## Exercise details
Lines from the opening of the material through the line containing "ctx.rectangle(79, 1741, 1547, 56)" must be duplicated word for word. Pictures are not.

## Supplied data
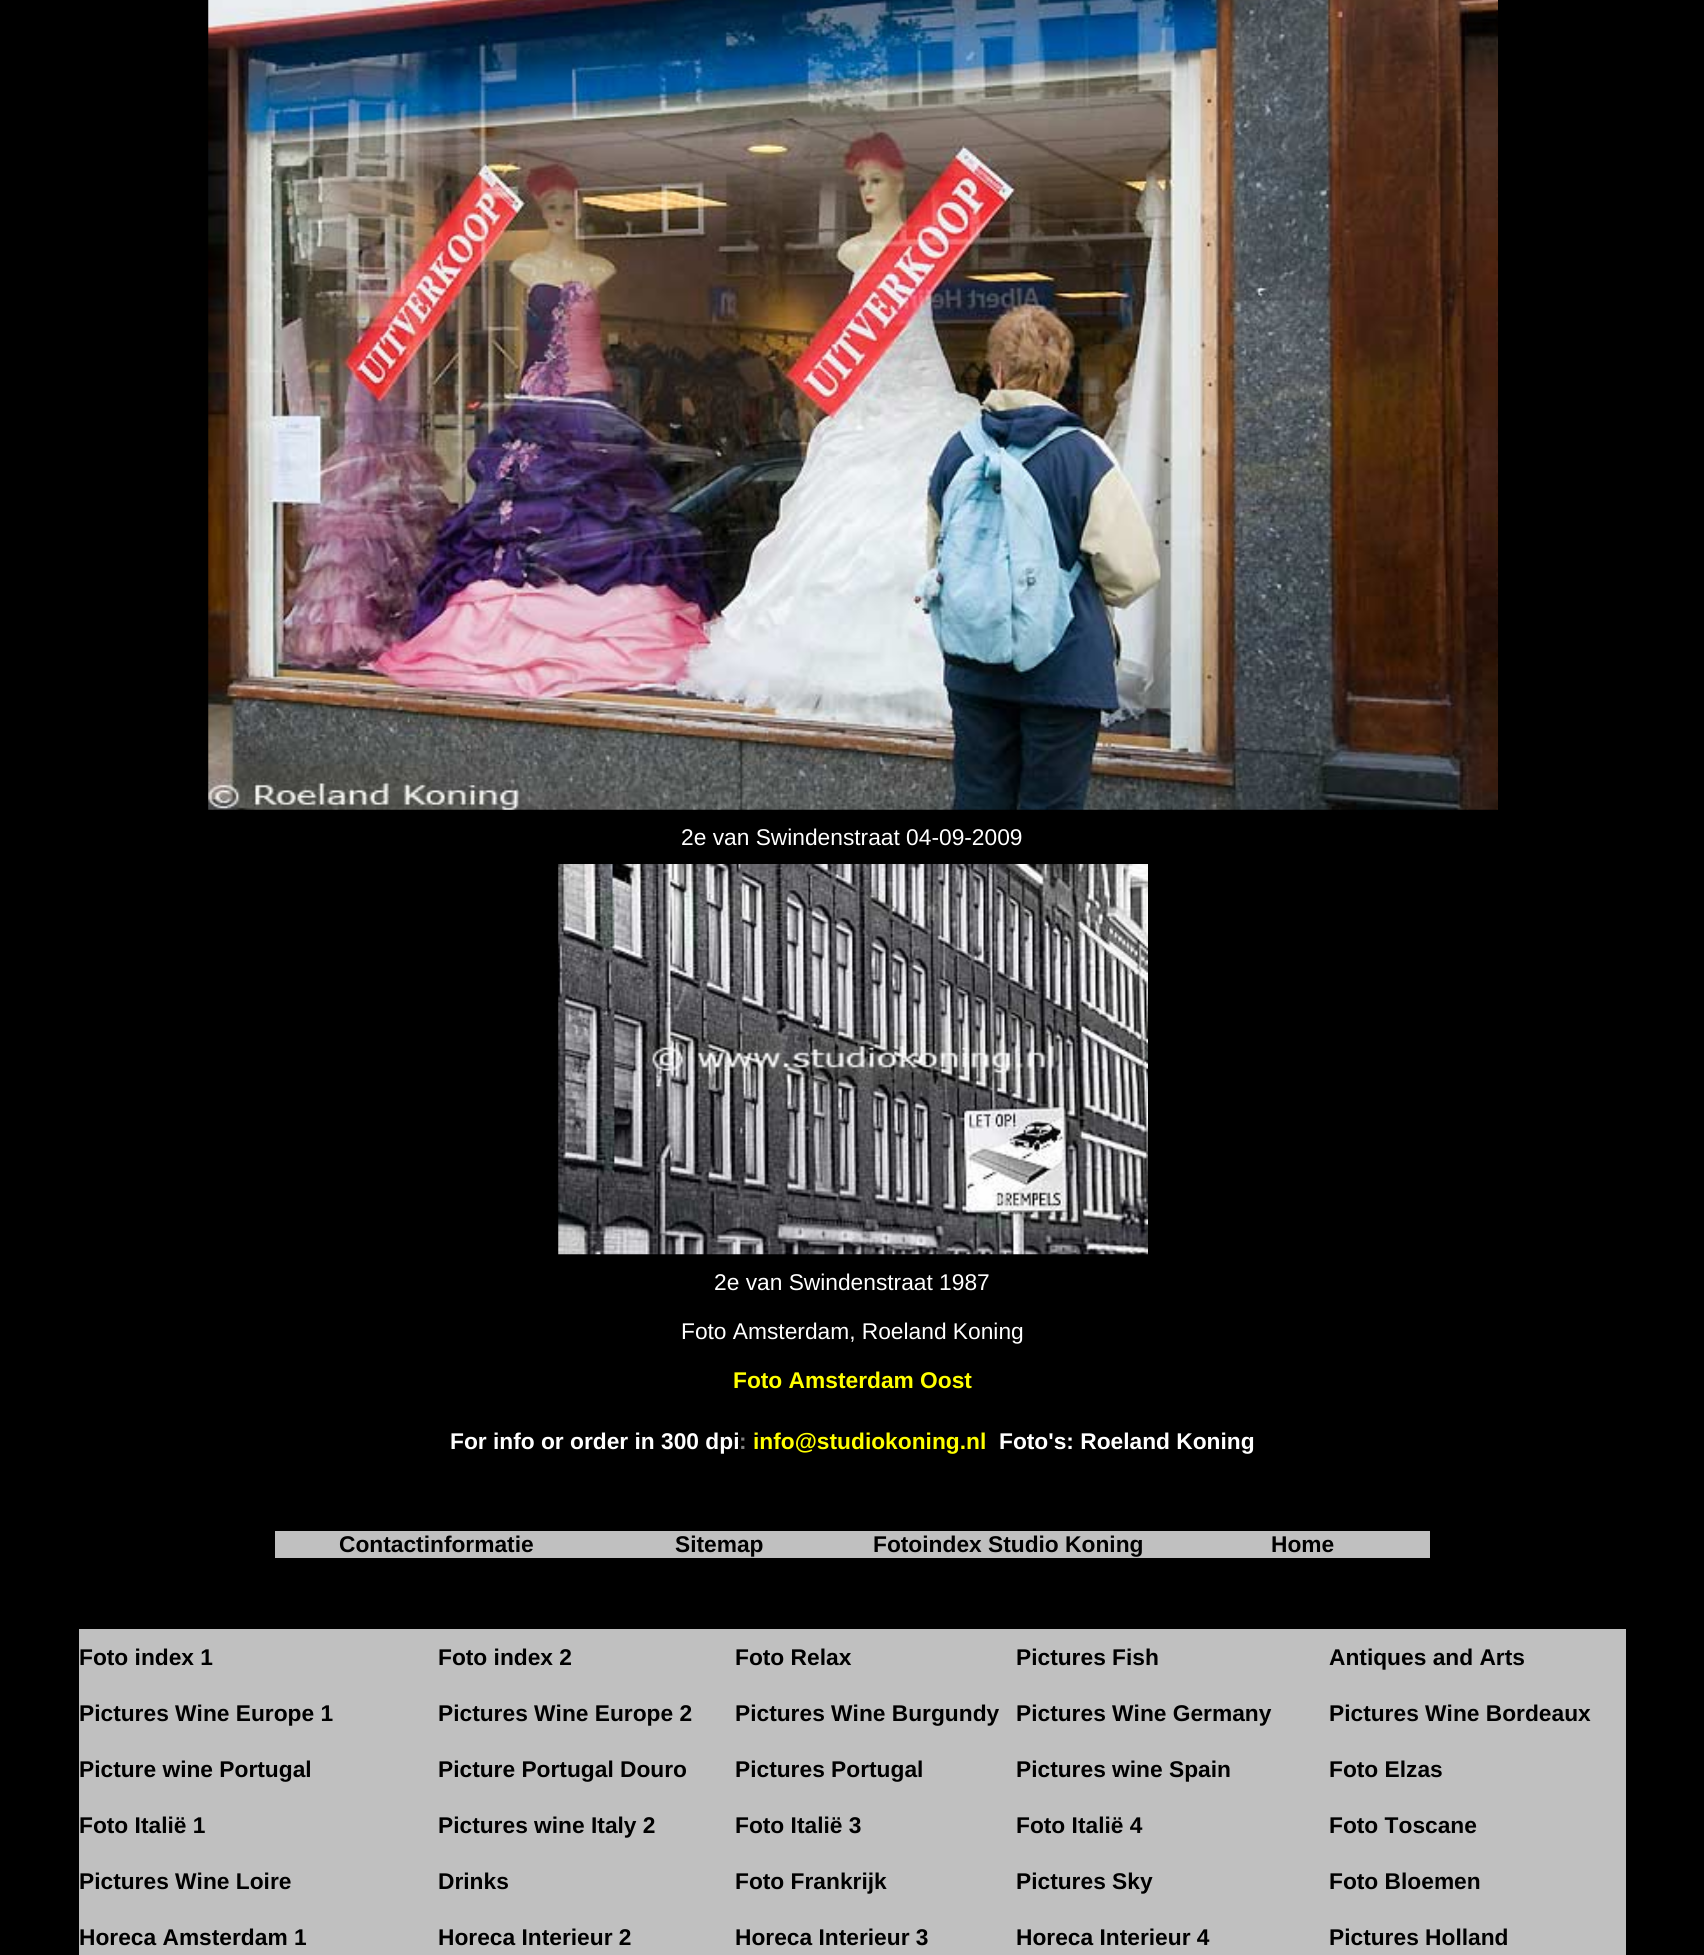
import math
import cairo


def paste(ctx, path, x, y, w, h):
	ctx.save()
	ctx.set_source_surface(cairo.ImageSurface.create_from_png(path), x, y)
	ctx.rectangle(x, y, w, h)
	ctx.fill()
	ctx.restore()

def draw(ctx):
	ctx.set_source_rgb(0, 0, 0)
	ctx.paint()
	paste(ctx, 'media/1.png', 208, 0, 1290, 810)
	ctx.select_font_face('Liberation Sans')
	ctx.set_font_size(22.75)
	ctx.set_source_rgb(1, 1, 1)
	ctx.move_to(681, 845)
	ctx.show_text('2e van Swindenstraat 04-09-2009')
	paste(ctx, 'media/2.png', 558, 864, 590, 391)
	ctx.move_to(714, 1290)
	ctx.show_text('2e van Swindenstraat 1987')
	ctx.move_to(681, 1339)
	ctx.show_text('Foto Amsterdam, Roeland Koning')
	ctx.select_font_face('Liberation Sans', cairo.FONT_SLANT_NORMAL, cairo.FONT_WEIGHT_BOLD)
	ctx.set_source_rgb(1, 1, 0)
	ctx.move_to(733, 1388)
	ctx.show_text('Foto Amsterdam Oost')
	ctx.set_source_rgb(1, 1, 1)
	ctx.move_to(450, 1449)
	ctx.show_text('For info or order in 300 dpi')
	ctx.set_source_rgb(0.502, 0.502, 0.502)
	ctx.move_to(739, 1449)
	ctx.show_text(':')
	ctx.set_source_rgb(1, 1, 0)
	ctx.move_to(753, 1449)
	ctx.show_text('info@studiokoning.nl')
	ctx.set_source_rgb(1, 1, 1)
	ctx.move_to(999, 1449)
	ctx.show_text('Foto\'s: Roeland Koning')
	ctx.set_source_rgb(0.753, 0.753, 0.753)
	ctx.rectangle(275, 1531, 1155, 27)
	ctx.fill()
	ctx.set_source_rgb(0, 0, 0)
	for x, y, s in [
		(339, 1552, 'Contactinformatie'),
		(675, 1552, 'Sitemap'),
		(873, 1552, 'Fotoindex Studio Koning'),
		(1271, 1552, 'Home'),
	]:
		ctx.move_to(x, y)
		ctx.show_text(s)
	ctx.set_source_rgb(0.753, 0.753, 0.753)
	ctx.rectangle(79, 1629, 1547, 56)
	ctx.fill()
	ctx.set_source_rgb(0, 0, 0)
	for x, y, s in [
		(79, 1665, 'Foto index 1'),
		(438, 1665, 'Foto index 2'),
		(735, 1665, 'Foto Relax'),
		(1016, 1665, 'Pictures Fish'),
		(1329, 1665, 'Antiques and Arts'),
	]:
		ctx.move_to(x, y)
		ctx.show_text(s)
	ctx.set_source_rgb(0.753, 0.753, 0.753)
	ctx.rectangle(79, 1685, 1547, 56)
	ctx.fill()
	ctx.set_source_rgb(0, 0, 0)
	for x, y, s in [
		(79, 1721, 'Pictures Wine Europe 1'),
		(438, 1721, 'Pictures Wine Europe 2'),
		(735, 1721, 'Pictures Wine Burgundy'),
		(1016, 1721, 'Pictures Wine Germany'),
		(1329, 1721, 'Pictures Wine Bordeaux'),
	]:
		ctx.move_to(x, y)
		ctx.show_text(s)
	ctx.set_source_rgb(0.753, 0.753, 0.753)
	ctx.rectangle(79, 1741, 1547, 56)
	ctx.fill()
	ctx.set_source_rgb(0, 0, 0)
	for x, y, s in [
		(79, 1777, 'Picture wine Portugal'),
		(438, 1777, 'Picture Portugal Douro'),
		(735, 1777, 'Pictures Portugal'),
		(1016, 1777, 'Pictures wine Spain'),
		(1329, 1777, 'Foto Elzas'),
	]:
		ctx.move_to(x, y)
		ctx.show_text(s)
	ctx.set_source_rgb(0.753, 0.753, 0.753)
	ctx.rectangle(79, 1797, 1547, 56)
	ctx.fill()
	ctx.set_source_rgb(0, 0, 0)
	for x, y, s in [
		(79, 1833, 'Foto Italië 1'),
		(438, 1833, 'Pictures wine Italy 2'),
		(735, 1833, 'Foto Italië 3'),
		(1016, 1833, 'Foto Italië 4'),
		(1329, 1833, 'Foto Toscane'),
	]:
		ctx.move_to(x, y)
		ctx.show_text(s)
	ctx.set_source_rgb(0.753, 0.753, 0.753)
	ctx.rectangle(79, 1853, 1547, 56)
	ctx.fill()
	ctx.set_source_rgb(0, 0, 0)
	for x, y, s in [
		(79, 1889, 'Pictures Wine Loire'),
		(438, 1889, 'Drinks'),
		(735, 1889, 'Foto Frankrijk'),
		(1016, 1889, 'Pictures Sky'),
		(1329, 1889, 'Foto Bloemen'),
	]:
		ctx.move_to(x, y)
		ctx.show_text(s)
	ctx.set_source_rgb(0.753, 0.753, 0.753)
	ctx.rectangle(79, 1909, 1547, 46)
	ctx.fill()
	ctx.set_source_rgb(0, 0, 0)
	for x, y, s in [
		(79, 1945, 'Horeca Amsterdam 1'),
		(438, 1945, 'Horeca Interieur 2'),
		(735, 1945, 'Horeca Interieur 3'),
		(1016, 1945, 'Horeca Interieur 4'),
		(1329, 1945, 'Pictures Holland'),
	]:
		ctx.move_to(x, y)
		ctx.show_text(s)


surface = cairo.ImageSurface(cairo.FORMAT_RGB24, 1704, 1955)
ctx = cairo.Context(surface)
options = cairo.FontOptions()
options.set_hint_metrics(cairo.HINT_METRICS_OFF)
options.set_hint_style(cairo.HINT_STYLE_NONE)
ctx.set_font_options(options)
ctx.set_miter_limit(4)
draw(ctx)
surface.write_to_png('image.png')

## Expected answer
import math
import cairo


def paste(ctx, path, x, y, w, h):
	ctx.save()
	ctx.set_source_surface(cairo.ImageSurface.create_from_png(path), x, y)
	ctx.rectangle(x, y, w, h)
	ctx.fill()
	ctx.restore()

def draw(ctx):
	ctx.set_source_rgb(0, 0, 0)
	ctx.paint()
	paste(ctx, 'media/1.png', 208, 0, 1290, 810)
	ctx.select_font_face('Liberation Sans')
	ctx.set_font_size(22.75)
	ctx.set_source_rgb(1, 1, 1)
	ctx.move_to(681, 845)
	ctx.show_text('2e van Swindenstraat 04-09-2009')
	paste(ctx, 'media/2.png', 558, 864, 590, 391)
	ctx.move_to(714, 1290)
	ctx.show_text('2e van Swindenstraat 1987')
	ctx.move_to(681, 1339)
	ctx.show_text('Foto Amsterdam, Roeland Koning')
	ctx.select_font_face('Liberation Sans', cairo.FONT_SLANT_NORMAL, cairo.FONT_WEIGHT_BOLD)
	ctx.set_source_rgb(1, 1, 0)
	ctx.move_to(733, 1388)
	ctx.show_text('Foto Amsterdam Oost')
	ctx.set_source_rgb(1, 1, 1)
	ctx.move_to(450, 1449)
	ctx.show_text('For info or order in 300 dpi')
	ctx.set_source_rgb(0.502, 0.502, 0.502)
	ctx.move_to(739, 1449)
	ctx.show_text(':')
	ctx.set_source_rgb(1, 1, 0)
	ctx.move_to(753, 1449)
	ctx.show_text('info@studiokoning.nl')
	ctx.set_source_rgb(1, 1, 1)
	ctx.move_to(999, 1449)
	ctx.show_text('Foto\'s: Roeland Koning')
	ctx.set_source_rgb(0.753, 0.753, 0.753)
	ctx.rectangle(275, 1531, 1155, 27)
	ctx.fill()
	ctx.set_source_rgb(0, 0, 0)
	for x, y, s in [
		(339, 1552, 'Contactinformatie'),
		(675, 1552, 'Sitemap'),
		(873, 1552, 'Fotoindex Studio Koning'),
		(1271, 1552, 'Home'),
	]:
		ctx.move_to(x, y)
		ctx.show_text(s)
	ctx.set_source_rgb(0.753, 0.753, 0.753)
	ctx.rectangle(79, 1629, 1547, 56)
	ctx.fill()
	ctx.set_source_rgb(0, 0, 0)
	for x, y, s in [
		(79, 1665, 'Foto index 1'),
		(438, 1665, 'Foto index 2'),
		(735, 1665, 'Foto Relax'),
		(1016, 1665, 'Pictures Fish'),
		(1329, 1665, 'Antiques and Arts'),
	]:
		ctx.move_to(x, y)
		ctx.show_text(s)
	ctx.set_source_rgb(0.753, 0.753, 0.753)
	ctx.rectangle(79, 1685, 1547, 56)
	ctx.fill()
	ctx.set_source_rgb(0, 0, 0)
	for x, y, s in [
		(79, 1721, 'Pictures Wine Europe 1'),
		(438, 1721, 'Pictures Wine Europe 2'),
		(735, 1721, 'Pictures Wine Burgundy'),
		(1016, 1721, 'Pictures Wine Germany'),
		(1329, 1721, 'Pictures Wine Bordeaux'),
	]:
		ctx.move_to(x, y)
		ctx.show_text(s)
	ctx.set_source_rgb(0.753, 0.753, 0.753)
	ctx.rectangle(79, 1741, 1547, 56)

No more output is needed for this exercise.